Required action ▸
One number is the full answer: how many lines in the records contain the word "pixel"?

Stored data
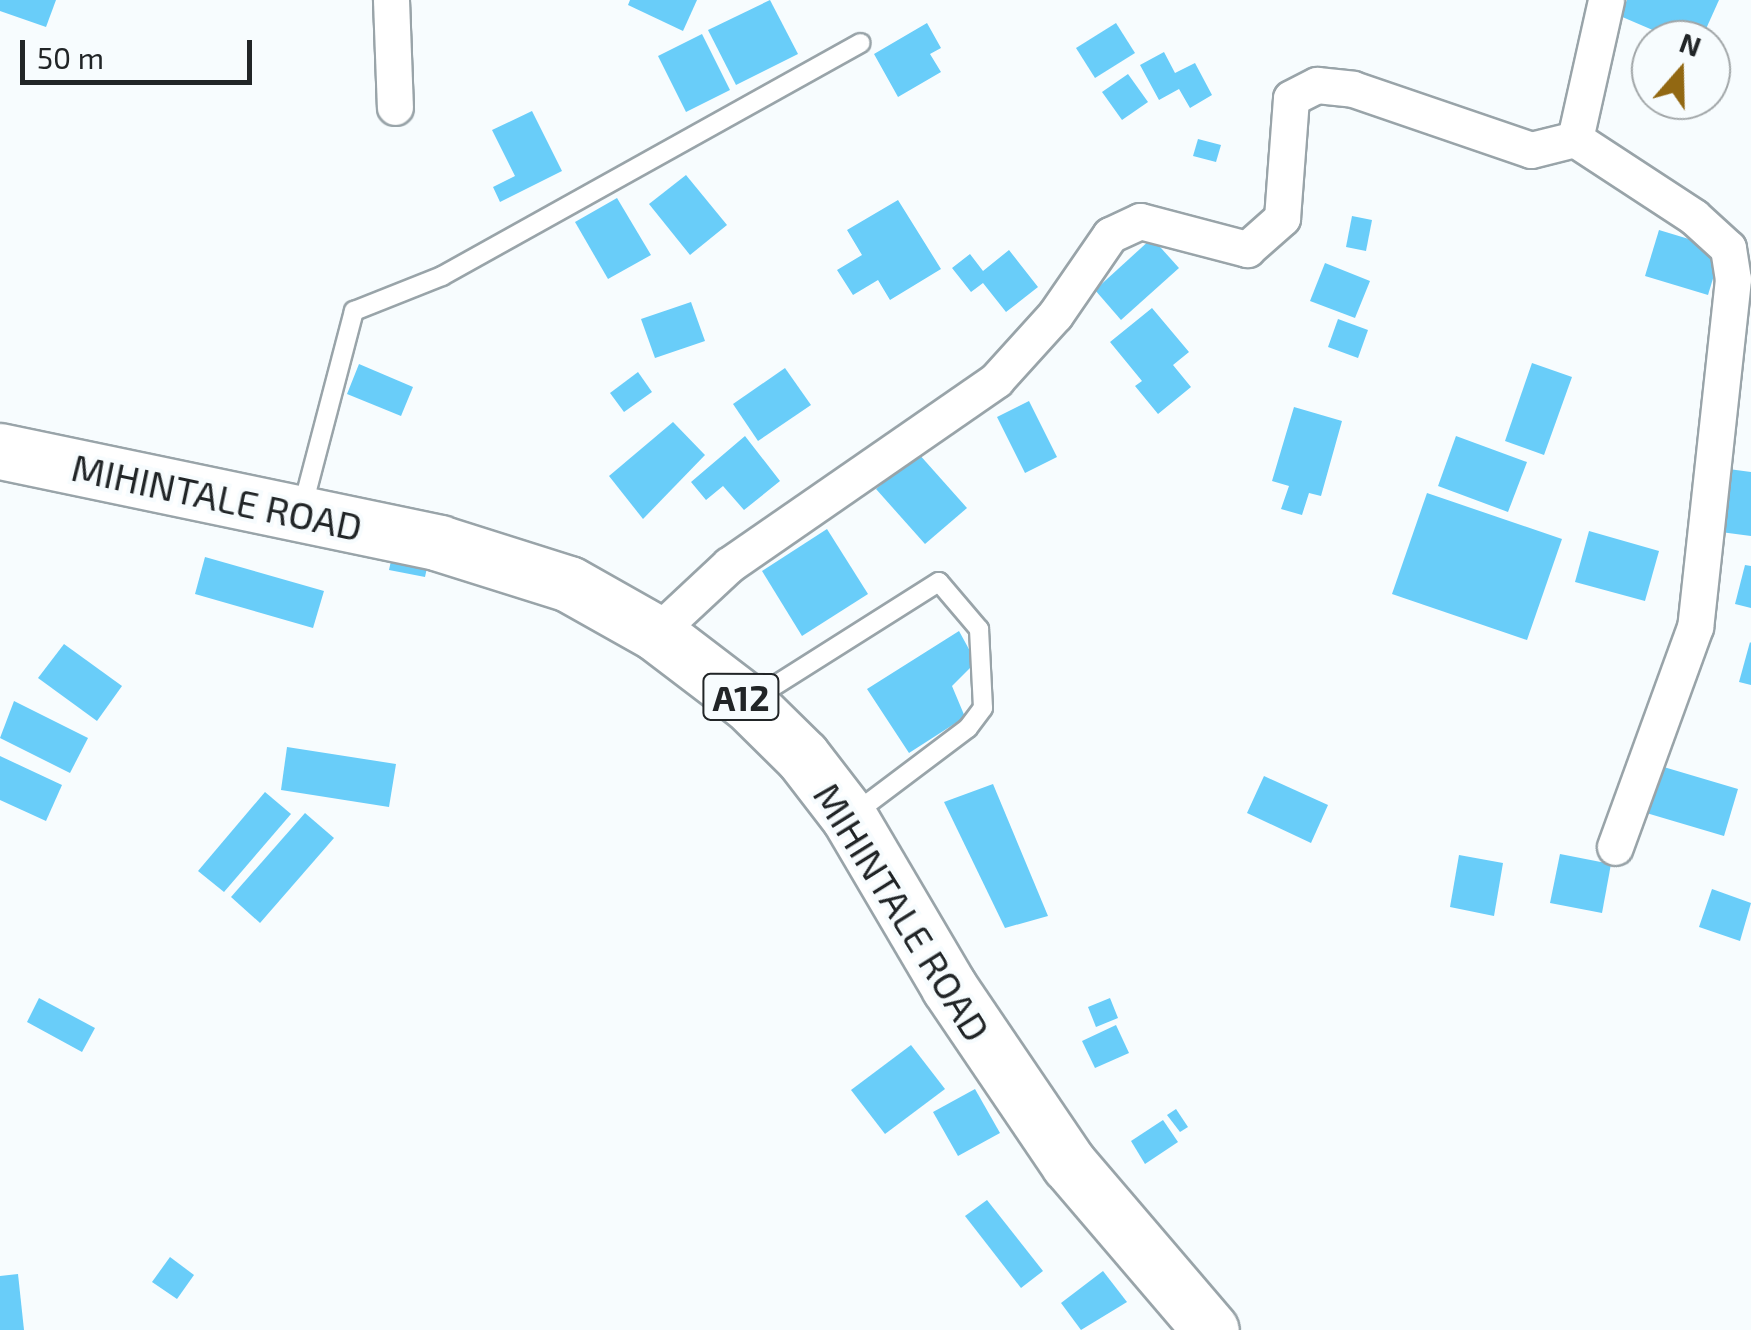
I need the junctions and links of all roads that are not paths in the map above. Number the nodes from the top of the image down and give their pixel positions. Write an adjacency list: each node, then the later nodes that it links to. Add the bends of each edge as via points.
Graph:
1 (391, 0): 4 (street)
2 (1606, 0): 5 (street)
3 (860, 44): 7 (lane, via 442,276 354,311)
4 (395, 108)
5 (1575, 140): 8 (street, via 1531,150 1353,89 1317,85 1291,98 1282,218 1247,249 1140,221 1110,234 1055,315 996,380 729,566); 11 (street, via 1694,216 1728,248 1733,279 1695,626)
6 (0, 452): 7 (highway, MIHINTALE ROAD / A12)
7 (301, 515): 8 (highway, MIHINTALE ROAD / A12, via 508,562 569,584)
8 (656, 633): 9 (highway, MIHINTALE ROAD / A12)
9 (748, 702): 10 (highway, MIHINTALE ROAD / A12); 10 (lane, via 939,582 979,629 983,708 968,728)
10 (849, 817): 12 (highway, MIHINTALE ROAD / A12, via 1004,1074 1124,1233)
11 (1615, 847)
12 (1211, 1330)

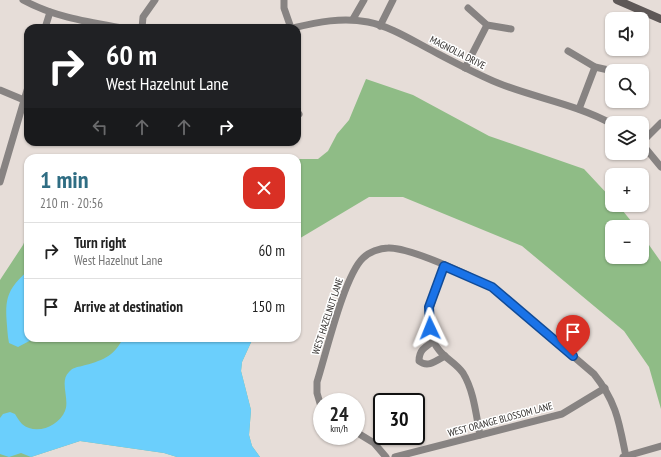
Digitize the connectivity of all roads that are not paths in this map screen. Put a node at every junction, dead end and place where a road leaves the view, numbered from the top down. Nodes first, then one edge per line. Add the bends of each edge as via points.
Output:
1 (23, 0) edge
2 (155, 0) edge
3 (284, 0) edge
4 (364, 0) edge
5 (393, 0) edge
6 (617, 0) edge
7 (468, 8) dead end
8 (50, 12) junction
9 (353, 19) junction
10 (661, 19) edge
11 (46, 24) edge
12 (100, 24) edge
13 (142, 24) edge
14 (290, 24) edge
15 (487, 25) junction
16 (301, 26) edge
17 (380, 26) junction
18 (511, 30) dead end
19 (568, 50) dead end
20 (595, 67) junction
21 (464, 68) junction
22 (605, 69) edge
23 (0, 90) edge
24 (24, 100) joint
25 (579, 109) junction
26 (605, 121) edge
27 (661, 123) edge
28 (649, 136) edge
29 (649, 152) edge
30 (661, 167) edge
31 (0, 182) edge
32 (444, 266) junction
33 (434, 341) junction
34 (445, 356) junction
35 (605, 388) junction
36 (317, 393) edge
37 (480, 435) junction
38 (365, 438) edge
39 (661, 446) edge
40 (386, 457) edge
41 (395, 457) edge
42 (625, 457) edge

1 - 8 street
2 - 13 street via 143,17
3 - 14 street via 284,8
4 - 9 street
5 - 17 street
6 - 10 main road
7 - 15 street
8 - 11 street
8 - 12 street
9 - 16 street, MAGNOLIA DRIVE
9 - 17 street, MAGNOLIA DRIVE
15 - 18 street
15 - 21 street
17 - 21 street, MAGNOLIA DRIVE
19 - 20 street
20 - 22 street
20 - 25 street
21 - 25 street, MAGNOLIA DRIVE via 500,83
23 - 24 street
24 - 31 street
25 - 26 street, MAGNOLIA DRIVE
27 - 28 street
29 - 30 street
32 - 33 street via 429,307 429,322
32 - 35 street, WEST HAZELNUT LANE via 492,287 594,374
32 - 36 street, WEST HAZELNUT LANE via 402,249 387,248 363,258 350,277 317,382
33 - 34 street via 438,350
33 - 34 street via 422,349 419,361 426,365 432,364
34 - 37 street via 456,364 470,388
35 - 37 street, WEST ORANGE BLOSSOM LANE via 562,414
35 - 42 street, WEST HAZELNUT LANE via 617,412
37 - 41 street, WEST ORANGE BLOSSOM LANE
38 - 40 street
39 - 42 street

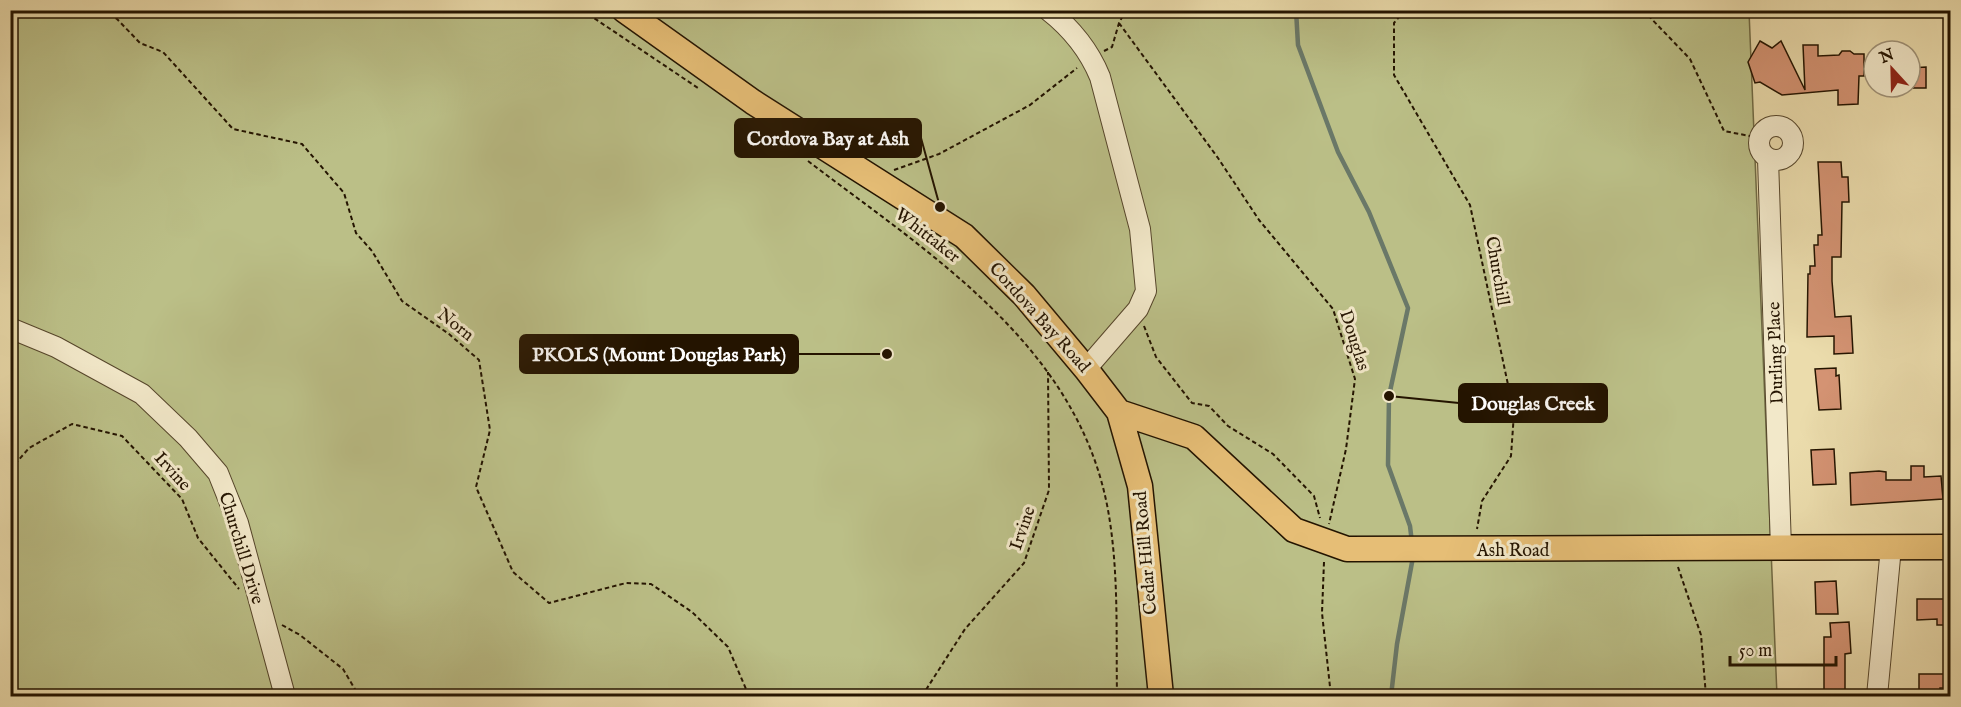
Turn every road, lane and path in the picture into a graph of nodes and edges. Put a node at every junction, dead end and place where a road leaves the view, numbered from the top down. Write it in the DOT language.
graph roads {
  1 [pos="103,10"];
  2 [pos="582,10"];
  3 [pos="624,10"];
  4 [pos="1048,10"];
  5 [pos="1126,10"];
  6 [pos="1405,10"];
  7 [pos="1643,10"];
  8 [pos="1119,23"];
  9 [pos="1092,57"];
  10 [pos="700,89"];
  11 [pos="1760,138"];
  12 [pos="804,158"];
  13 [pos="1768,159"];
  14 [pos="873,178"];
  15 [pos="850,193"];
  16 [pos="1138,309"];
  17 [pos="10,328"];
  18 [pos="1086,369"];
  19 [pos="1048,370"];
  20 [pos="1119,412"];
  21 [pos="10,470"];
  22 [pos="1325,541"];
  23 [pos="1891,547"];
  24 [pos="1950,547"];
  25 [pos="1781,548"];
  26 [pos="1676,549"];
  27 [pos="1474,550"];
  28 [pos="241,591"];
  29 [pos="262,614"];
  30 [pos="285,696"];
  31 [pos="359,696"];
  32 [pos="748,696"];
  33 [pos="922,696"];
  34 [pos="1117,696"];
  35 [pos="1161,696"];
  36 [pos="1330,696"];
  37 [pos="1706,696"];
  38 [pos="1877,696"];
  1 -- 32 [label="path, Norn"];
  2 -- 10 [label="path"];
  3 -- 14 [label="main road, Cordova Bay Road"];
  4 -- 9 [label="street"];
  5 -- 8 [label="path"];
  6 -- 27 [label="path, Churchill"];
  7 -- 11 [label="path"];
  8 -- 9 [label="path"];
  8 -- 22 [label="path, Douglas"];
  9 -- 14 [label="path"];
  9 -- 16 [label="street"];
  11 -- 13 [label="street, Durling Place"];
  11 -- 13 [label="street"];
  12 -- 15 [label="path, Whittaker"];
  13 -- 25 [label="street, Durling Place"];
  14 -- 15 [label="path"];
  14 -- 18 [label="main road, Cordova Bay Road"];
  15 -- 19 [label="path, Whittaker"];
  16 -- 18 [label="street"];
  16 -- 22 [label="path"];
  17 -- 29 [label="street, Churchill Drive"];
  18 -- 20 [label="main road, Cordova Bay Road"];
  19 -- 33 [label="path, Irvine"];
  19 -- 34 [label="path, Whittaker"];
  20 -- 22 [label="main road, Ash Road"];
  20 -- 35 [label="main road, Cedar Hill Road"];
  21 -- 28 [label="path, Irvine"];
  22 -- 27 [label="main road, Ash Road"];
  22 -- 36 [label="path, Douglas"];
  23 -- 24 [label="main road, Ash Road"];
  23 -- 25 [label="main road, Ash Road"];
  23 -- 38 [label="street"];
  25 -- 26 [label="main road, Ash Road"];
  26 -- 27 [label="main road, Ash Road"];
  26 -- 37 [label="path"];
  29 -- 30 [label="street, Churchill Drive"];
  29 -- 31 [label="path"];
}
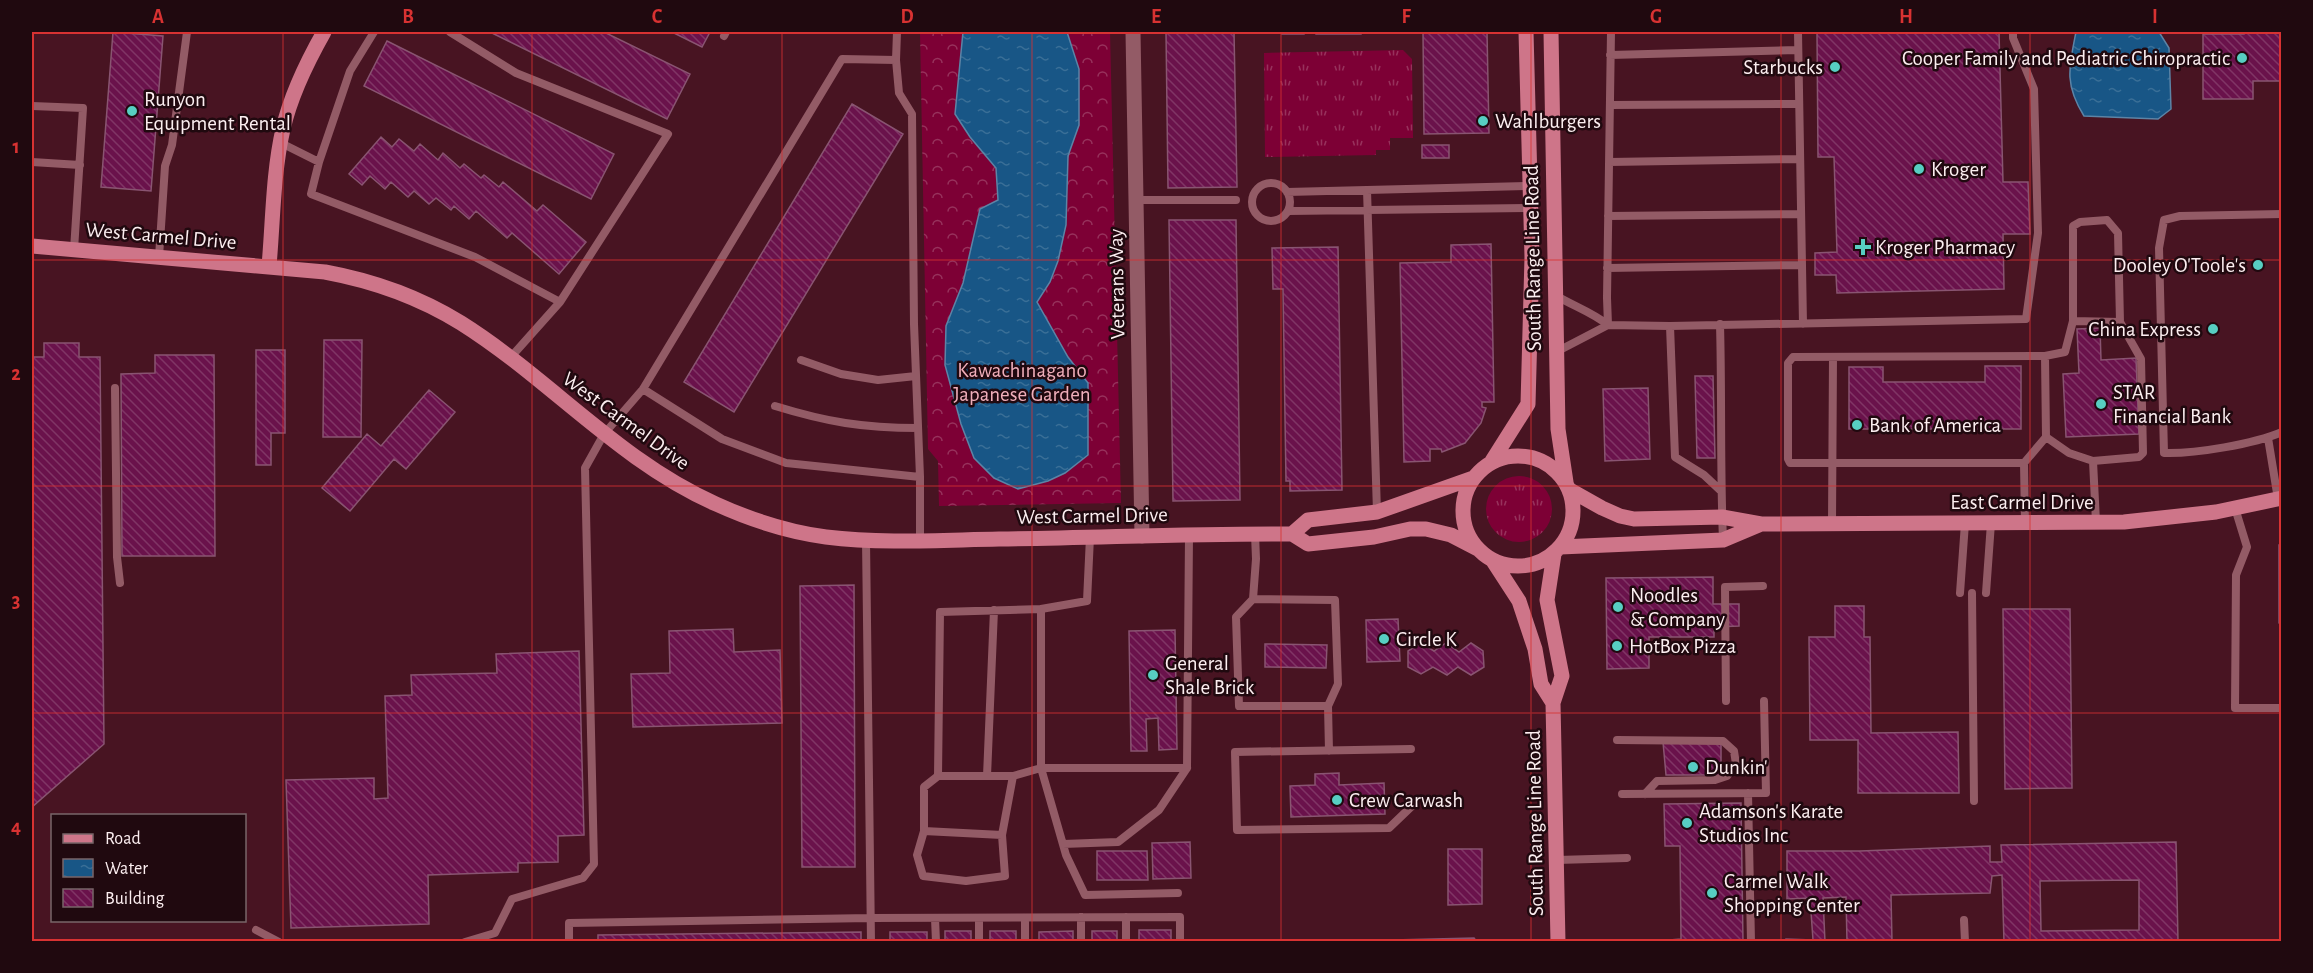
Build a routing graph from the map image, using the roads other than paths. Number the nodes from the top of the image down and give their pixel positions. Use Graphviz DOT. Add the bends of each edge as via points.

Result below ▸
2